La concentrazione è altrettanto evidente nei saldi detenuti con il 96,5% delle valute legali e il 76,2% delle cripto che sono custoditi presso i grandi player. Ma non solo. I sette maggiori Vasp da soli gestiscono l’87% delle operazioni di conversione in entrata e l’86,4% di quelle in uscita. Un oligopolio di fatto, che rende il mercato vulnerabile alla strategia di pochi grandi gruppi internazionali e al rischio di concentrazione operativa.

Generazione X al comando

Se l’offerta si concentra, la domanda si polarizza. A dominare la scena restano gli over 40. La Generazione X (40-60 anni) continua a rappresentare la fetta più consistente degli investitori italiani, seguita dai millennial (18-40 anni). Insieme, queste due coorti detengono oltre l’85% dei saldi complessivi e del controvalore delle operazioni

Meno rilevante invece il peso delle imprese: appena 2.201 persone giuridiche attive nel settore, con un’incidenza del 3% del controvalore totale. Si tratta soprattutto di realtà localizzate al Nord o con sede all’estero, spesso legate a servizi tecnologici e fintech.

Criptovalute: le prospettive

Lombardia e Lazio guidano la classifica delle regioni con più residenti cripto-investitori, seguite dalla platea di italiani all’estero. Le società, invece, risultano concentrate soprattutto al Nord.

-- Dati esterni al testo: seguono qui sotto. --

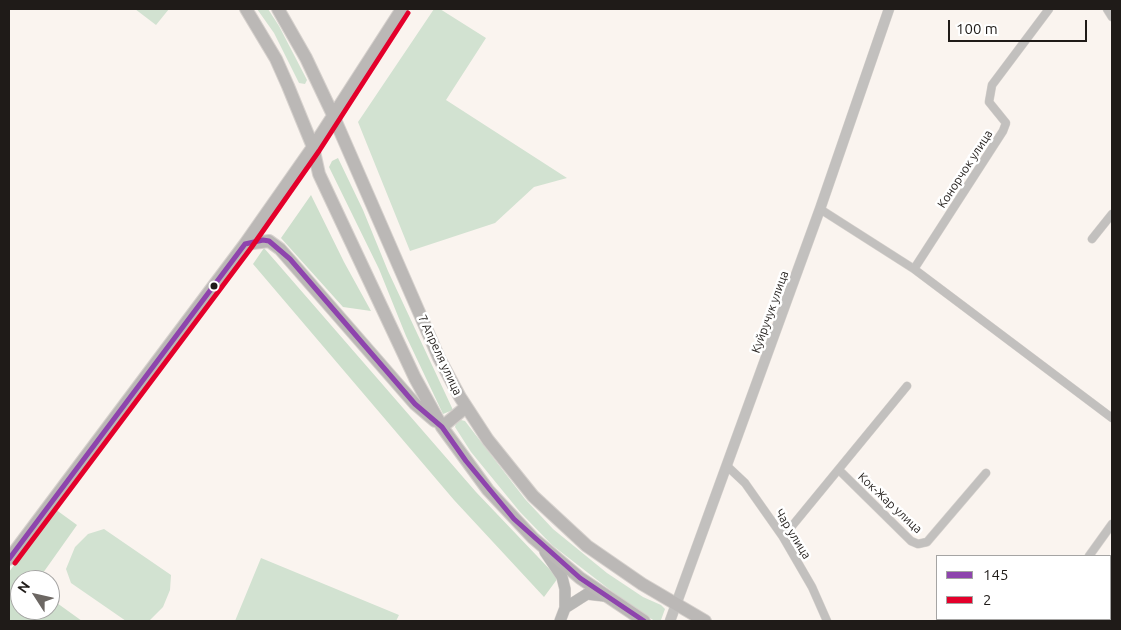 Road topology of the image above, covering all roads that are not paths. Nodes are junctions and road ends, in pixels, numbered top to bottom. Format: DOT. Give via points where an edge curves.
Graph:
graph roads {
  1 [pos="246,9"];
  2 [pos="278,9"];
  3 [pos="402,9"];
  4 [pos="890,9"];
  5 [pos="1049,9"];
  6 [pos="1107,9"];
  7 [pos="1112,16"];
  8 [pos="333,115"];
  9 [pos="313,147"];
  10 [pos="820,209"];
  11 [pos="1112,214"];
  12 [pos="1092,238"];
  13 [pos="245,244"];
  14 [pos="914,269"];
  15 [pos="907,386"];
  16 [pos="466,407"];
  17 [pos="1112,418"];
  18 [pos="442,427"];
  19 [pos="728,466"];
  20 [pos="838,470"];
  21 [pos="986,473"];
  22 [pos="1112,524"];
  23 [pos="783,537"];
  24 [pos="538,542"];
  25 [pos="1090,555"];
  26 [pos="9,559"];
  27 [pos="604,596"];
  28 [pos="676,604"];
  29 [pos="565,608"];
  30 [pos="560,621"];
  31 [pos="644,621"];
  32 [pos="670,621"];
  33 [pos="704,621"];
  34 [pos="827,621"];
  1 -- 9 [label="main road" via="276,59"];
  2 -- 8 [label="main road, 7 Апреля улица"];
  3 -- 8 [label="main road"];
  4 -- 10 [label="street, Куйручук улица"];
  5 -- 14 [label="street, Конорчок улица" via="992,85 989,102 1006,123 1003,131"];
  6 -- 7 [label="street"];
  8 -- 9 [label="main road"];
  8 -- 16 [label="main road, 7 Апреля улица" via="439,358"];
  9 -- 13 [label="main road"];
  9 -- 18 [label="main road" via="319,174 415,378"];
  10 -- 14 [label="street"];
  10 -- 19 [label="street, Куйручук улица"];
  11 -- 12 [label="street"];
  13 -- 18 [label="main road" via="269,240 280,249 415,404"];
  13 -- 26 [label="main road"];
  14 -- 17 [label="street"];
  15 -- 20 [label="street"];
  16 -- 18 [label="main road"];
  16 -- 28 [label="main road, 7 Апреля улица" via="488,440 539,502 587,546"];
  18 -- 24 [label="main road" via="488,490"];
  19 -- 23 [label="street, Чар улица" via="745,483"];
  19 -- 28 [label="street, Куйручук улица"];
  20 -- 21 [label="street, Кок-Жар улица" via="911,541 918,544 927,542"];
  20 -- 23 [label="street"];
  22 -- 25 [label="street"];
  23 -- 34 [label="street, Чар улица"];
  24 -- 27 [label="main road"];
  24 -- 29 [label="main road" via="562,577"];
  27 -- 29 [label="main road" via="587,594"];
  27 -- 31 [label="main road"];
  28 -- 32 [label="street, Куйручук улица"];
  28 -- 33 [label="main road, 7 Апреля улица"];
  29 -- 30 [label="main road"];
} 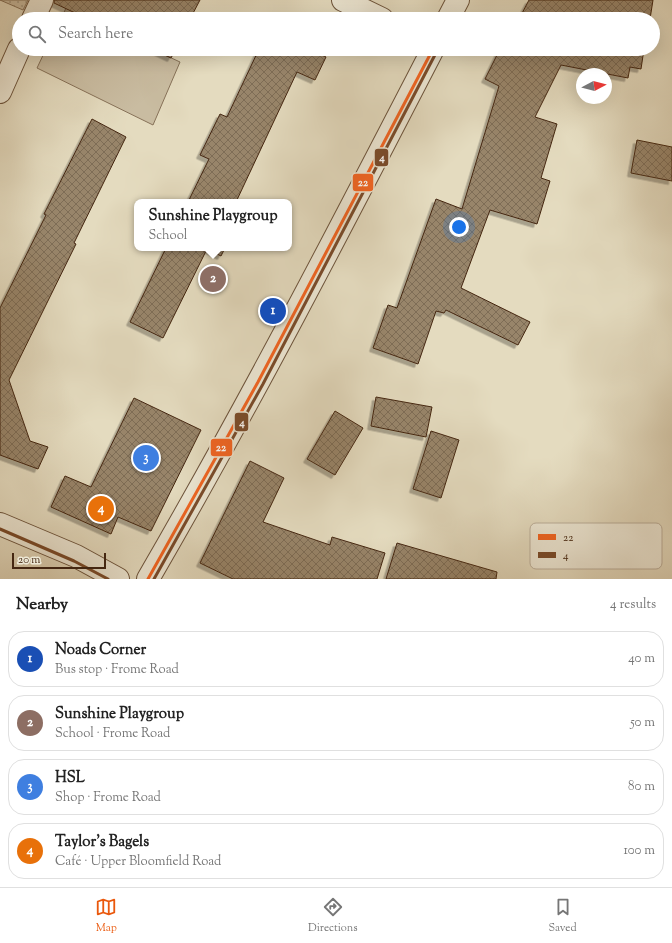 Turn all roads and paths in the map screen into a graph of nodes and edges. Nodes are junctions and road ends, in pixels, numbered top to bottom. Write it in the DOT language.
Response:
graph roads {
  1 [pos="42,0"];
  2 [pos="343,0"];
  3 [pos="458,0"];
  4 [pos="36,12"];
  5 [pos="368,12"];
  6 [pos="452,12"];
  7 [pos="17,56"];
  8 [pos="429,56"];
  9 [pos="0,92"];
  10 [pos="0,524"];
  11 [pos="118,579"];
  12 [pos="148,579"];
  1 -- 4 [label="street"];
  2 -- 5 [label="street"];
  3 -- 6 [label="street"];
  7 -- 9 [label="street"];
  8 -- 12 [label="street"];
  10 -- 11 [label="street"];
}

Ma la parte più interessante riguarda le prospettive del settore. Il quadro delineato dall’Oam indica una possibile svolta strutturale. La frenata degli utenti retail (-20%) e dei volumi (-22%) segnala un mercato che, dopo l’ondata di entusiasmo degli ultimi anni, sembra avviato verso una fase di consolidamento. Non è escluso che molti piccoli investitori abbiano scelto di ridurre l’esposizione in attesa di maggiore stabilità normativa o di nuove occasioni speculative.

Il calo delle operazioni di conversione – quasi dimezzate rispetto al trimestre precedente – riflette anche una ridotta propensione al trading, sintomo di un mercato più maturo ma meno dinamico. In questo contesto, a crescere è la centralità dei grandi exchange, che rafforzano la loro posizione dominante, mentre i player minori faticano a tenere il passo.

Sul fronte regolamentare, l’Italia resta in linea con il percorso europeo. L’attuazione del MiCA (Markets in Crypto-Assets Regulation) e l’integrazione delle norme antiriciclaggio potrebbero ridisegnare il settore già nei prossimi mesi. Una maggiore trasparenza e l’obbligo di segnalazioni puntuali rischiano però di aumentare i costi per gli operatori più piccoli, accentuando la concentrazione del mercato.

Infine, resta l’incognita macroeconomica con inflazione in calo, politiche monetarie più distese e l’eventuale ritorno di fasi di volatilità sui mercati tradizionali che potrebbero riaccendere l’interesse per le cripto come asset alternativo. L’euforia da cripto (per ora?) sembra proprio scemata.